Natasha didn't tell him the whole story. 

She didn't tell anyone the whole story. 

She told him how when she and Clint planned to kill Dreykov and escape from the Red Room, they could have taken her with them. 

She told him about her own betrayal, how she caught Aria on unawares the day of their escape, how Aria fell limp in her arms with no resistance, only a glint of surprise in her eyes, Natasha's widow bite pressed against her back.

She told him about S.H.I.E.L.D's evacuation helicopter, how Aria was waiting for them on the grey, hard concrete rooftop, how her hand trembled and how Aria's face was deadly pale. 
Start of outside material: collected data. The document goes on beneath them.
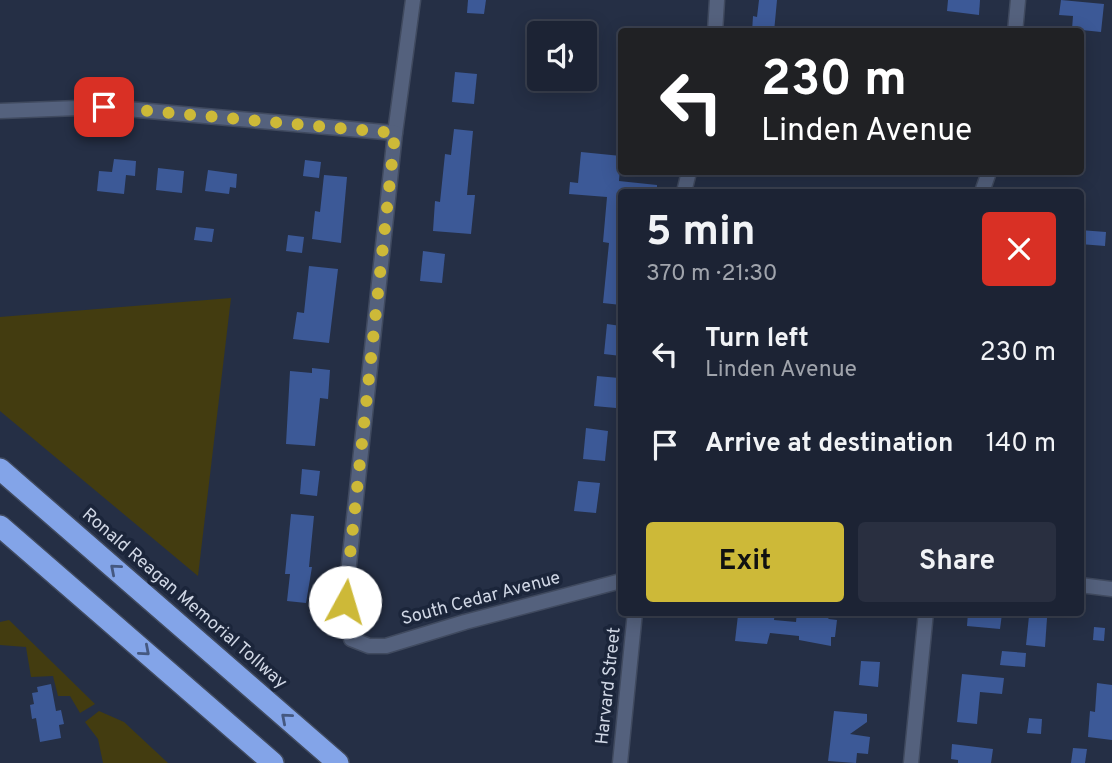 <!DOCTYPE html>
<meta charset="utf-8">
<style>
:root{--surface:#1c2334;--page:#292f40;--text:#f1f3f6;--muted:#a0a4ac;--line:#3a404f;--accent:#cdb938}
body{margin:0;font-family:Overpass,sans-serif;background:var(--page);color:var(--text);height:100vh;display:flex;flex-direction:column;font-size:26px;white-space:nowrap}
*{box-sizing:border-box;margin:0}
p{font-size:23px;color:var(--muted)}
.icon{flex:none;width:38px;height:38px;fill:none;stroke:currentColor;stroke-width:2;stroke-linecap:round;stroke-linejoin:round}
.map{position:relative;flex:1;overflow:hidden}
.details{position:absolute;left:618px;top:189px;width:466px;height:427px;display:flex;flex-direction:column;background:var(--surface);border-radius:7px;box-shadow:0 4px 18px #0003,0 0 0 2px var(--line)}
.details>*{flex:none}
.banner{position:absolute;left:618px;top:28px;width:466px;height:147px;border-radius:7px;box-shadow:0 4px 18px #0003,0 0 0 2px var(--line);background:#202124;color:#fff;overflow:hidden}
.buttons{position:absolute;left:527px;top:21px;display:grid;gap:14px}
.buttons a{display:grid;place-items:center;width:70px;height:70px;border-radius:7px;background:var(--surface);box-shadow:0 4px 18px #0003,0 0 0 2px var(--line);font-size:35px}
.pin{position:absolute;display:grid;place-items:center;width:60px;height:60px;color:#fff;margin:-30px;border-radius:14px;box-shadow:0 4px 10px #0006}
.me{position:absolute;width:77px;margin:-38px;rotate:6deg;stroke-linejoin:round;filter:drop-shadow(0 0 5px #0008)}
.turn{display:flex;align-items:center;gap:24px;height:147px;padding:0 28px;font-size:32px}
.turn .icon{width:91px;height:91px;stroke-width:2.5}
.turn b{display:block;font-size:49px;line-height:60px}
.round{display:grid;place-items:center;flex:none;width:74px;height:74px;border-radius:7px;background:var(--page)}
.head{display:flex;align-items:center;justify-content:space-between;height:119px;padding:0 28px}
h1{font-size:42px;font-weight:700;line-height:52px}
.action{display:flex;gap:14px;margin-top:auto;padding:14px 28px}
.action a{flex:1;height:80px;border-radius:7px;background:var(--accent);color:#111;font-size:28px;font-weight:700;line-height:80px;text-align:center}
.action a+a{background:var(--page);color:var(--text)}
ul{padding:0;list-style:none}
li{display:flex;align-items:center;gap:21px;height:91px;padding:0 28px}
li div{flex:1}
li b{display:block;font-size:26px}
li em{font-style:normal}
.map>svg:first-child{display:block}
</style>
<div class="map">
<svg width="1112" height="763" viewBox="0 0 1112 763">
<rect width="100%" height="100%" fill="#252f45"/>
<g fill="#433c10">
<polygon points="231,298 198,576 0,411 0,317"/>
<polygon points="9,620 95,704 80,713 70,696 58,696 53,676 31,677 26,647 0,645 0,622"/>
<polygon points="99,711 124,722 168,763 103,763 98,739 85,722"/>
</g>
<g fill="#3c5997">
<polygon points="468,0 486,0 484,14 467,13"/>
<polygon points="759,0 777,0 774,32 752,32 753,16 757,17"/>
<polygon points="948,0 980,0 979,15 947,11"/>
<polygon points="1061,0 1104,4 1101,32 1072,29 1073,16 1059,15"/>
<polygon points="455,72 477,74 474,104 452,102"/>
<polygon points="454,129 473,131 467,195 475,195 471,234 433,231 435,201 440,202 445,154 451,155"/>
<polygon points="581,152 621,156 619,181 657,185 657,192 621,192 621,305 603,303 609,243 603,242 607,197 569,194 570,182 578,183"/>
<polygon points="114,159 136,161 135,176 126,175 124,194 97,191 99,171 112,172"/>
<polygon points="305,160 321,162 319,178 303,176"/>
<polygon points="158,168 184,171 182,193 156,190"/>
<polygon points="208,170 237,174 236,188 230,187 229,194 205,191"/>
<polygon points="324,175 347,177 341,243 312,239 315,211 320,212"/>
<polygon points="196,227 214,229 212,242 194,240"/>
<polygon points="1080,230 1106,232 1105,246 1080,244"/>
<polygon points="288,235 304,237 302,253 286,251"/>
<polygon points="423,251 445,254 442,283 420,281"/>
<polygon points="309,266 338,269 329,343 293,339 297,312 304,313"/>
<polygon points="607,324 621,326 621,356 604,354"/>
<polygon points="312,368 330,370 328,399 320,398 315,446 286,444 290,371 312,373"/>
<polygon points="597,376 619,378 616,408 594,406"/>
<polygon points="586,428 608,431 605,461 583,459"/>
<polygon points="302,469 320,471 317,496 300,494"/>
<polygon points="578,481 600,483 596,513 574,511"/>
<polygon points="291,514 314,516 309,567 312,567 306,603 287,601 290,574 285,574"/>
<polygon points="758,612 775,612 774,620 796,622 797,612 821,612 829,619 837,620 835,637 831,637 831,646 799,640 799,636 770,633 767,644 735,641 738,615 758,617"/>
<polygon points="968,612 1002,614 1000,629 967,626"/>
<polygon points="1029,616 1047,618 1045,647 1026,645"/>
<polygon points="1094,627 1105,628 1104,641 1093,640"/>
<polygon points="1002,651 1026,653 1025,667 1000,665"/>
<polygon points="861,661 880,662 878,687 859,685"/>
<polygon points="962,674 1004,678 1002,694 980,692 977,724 957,722"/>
<polygon points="1097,683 1112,685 1112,740 1088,737 1090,711 1095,712"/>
<polygon points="51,684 56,711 61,710 64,724 59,725 61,738 40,742 36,718 32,719 30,705 34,704 32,693 38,692 37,687"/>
<polygon points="834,711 867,714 867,722 850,734 870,737 868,754 857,753 856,763 828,761"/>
<polygon points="1029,718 1042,719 1041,734 1027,733"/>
<polygon points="952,744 993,749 991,763 958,763 958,760 951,759"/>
<polygon points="1073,748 1087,749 1085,763 1071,763"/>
</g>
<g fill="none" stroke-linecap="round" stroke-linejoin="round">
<g stroke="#404a5f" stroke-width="17">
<g id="minor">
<polyline points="413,0 395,133 345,602 351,639 369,646 386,646 465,622 621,581"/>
<polyline points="715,32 717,0"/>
<polyline points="1015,32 1018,0"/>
<polyline points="0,111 104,107 395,133"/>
<polyline points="684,192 689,172"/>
<polyline points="982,192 989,172"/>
<polyline points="1080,585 1112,589"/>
<polyline points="620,763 635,612"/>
<polyline points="911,763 926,612"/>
</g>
</g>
<g stroke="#404a5f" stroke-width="24">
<g id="highway">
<polyline points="0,469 338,763"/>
<polyline points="0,526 273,763"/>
</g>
</g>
<use href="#minor" stroke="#54617d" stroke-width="14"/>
<use href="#highway" stroke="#83a4e8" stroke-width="21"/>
</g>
<defs><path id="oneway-chevron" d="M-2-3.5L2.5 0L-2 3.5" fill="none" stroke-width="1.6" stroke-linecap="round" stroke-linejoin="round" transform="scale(1.75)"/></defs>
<g stroke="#455880">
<use href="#oneway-chevron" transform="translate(115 569) rotate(-139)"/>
<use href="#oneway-chevron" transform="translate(145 651) rotate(41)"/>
<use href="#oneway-chevron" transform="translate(286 718) rotate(-139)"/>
</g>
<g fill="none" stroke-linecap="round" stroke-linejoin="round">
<polyline stroke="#cdb938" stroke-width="12" stroke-dasharray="0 21.6" points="104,107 395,133 345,602"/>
</g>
<g text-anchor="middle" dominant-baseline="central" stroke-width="7" stroke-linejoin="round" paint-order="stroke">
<g font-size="18" fill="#d0d7e5" stroke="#1b253a">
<text transform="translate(184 599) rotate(41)">Ronald Reagan Memorial Tollway</text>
<text transform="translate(481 599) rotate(-15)">South Cedar Avenue</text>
<text transform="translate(609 686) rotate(-84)">Harvard Street</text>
</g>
</g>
</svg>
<div class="buttons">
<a><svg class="icon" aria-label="sound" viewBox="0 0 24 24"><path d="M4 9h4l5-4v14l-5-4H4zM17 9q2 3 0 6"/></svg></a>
</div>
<div class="pin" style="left:104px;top:107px;background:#d93025"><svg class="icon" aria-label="arrive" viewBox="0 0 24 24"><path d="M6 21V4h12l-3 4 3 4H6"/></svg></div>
<svg class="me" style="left:345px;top:602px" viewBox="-20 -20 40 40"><circle r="19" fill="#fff"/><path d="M0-13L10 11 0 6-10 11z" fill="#cdb938"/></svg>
<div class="banner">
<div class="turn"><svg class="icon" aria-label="left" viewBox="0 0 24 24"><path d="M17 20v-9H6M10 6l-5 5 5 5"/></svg><div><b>230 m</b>Linden Avenue</div></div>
</div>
<section class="details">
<div class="head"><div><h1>5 min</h1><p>370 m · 21:30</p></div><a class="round" style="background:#d93025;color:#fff"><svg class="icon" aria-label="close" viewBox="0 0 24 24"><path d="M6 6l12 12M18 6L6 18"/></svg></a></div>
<ul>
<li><svg class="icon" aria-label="left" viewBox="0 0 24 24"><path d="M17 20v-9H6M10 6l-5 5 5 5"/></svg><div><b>Turn left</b><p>Linden Avenue</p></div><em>230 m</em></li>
<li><svg class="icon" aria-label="arrive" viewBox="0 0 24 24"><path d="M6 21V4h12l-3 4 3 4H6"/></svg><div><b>Arrive at destination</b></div><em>140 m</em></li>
</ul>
<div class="action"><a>Exit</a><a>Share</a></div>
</section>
</div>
Aria knew that she killed Antonia, Dreykov's innocent daughter.

Aria's last orders were to terminate her, on the spot. Madam B seems to think that Aria could eliminate her and Barton both. 

Perhaps she could have, but Natasha would never know.

Because Aria lowered her pistol, letting it drop with a clear clatter, Aria didn't even touch her poison, which she could use as well as her healing powers. 

Aria stepped back, her eyes glued to the floor. 

As Clint and Natasha hurried past her, the wind carried Aria's voice to her ears. "Be happy, Natalia."

Natasha abandoned Aria to die, but Aria lead her to a new life, a new beginning. 

Natalia, the name that had followed Natasha for so long, became a thorn in her side. But she was unwilling to abandon it completely, just like she couldn't ever forget Aria after that night.

"Call me Natasha." She said to Fury. Call me Natasha, because Natalia died on the roof that day. She died in Aria's arms, she died with Aria's voice in her ears.

Be happy Natalia....

How could I? How could I be happy when I sacrificed the only warmth that I received in all those dark years? 

How could I be happy, knowing that I brought so much darkness to the person that brought me life? 

How could I face her, pretend that everything is going to be alright, pretend that I have came back for her, after all that I have done?

And why, Aria? Why were you so kind to me? Why are you willing to sacrifice so much for me? Why....

Her memories drifted back to when Barton pulled her up into the Helicopter, her back to Aria, but him facing her, looking at both she and Aria with pity in his eyes.

"Hey, um... I think she's crying." Barton looked slightly uncomfortable.

What had she said back then, to cover up her guilt, to pretend nothing happened?

"That's impossible, you must be mistaken." That's what she had said. It was so cold, so distant, so like the place where she came from. "They don't allow tears in the Red Room."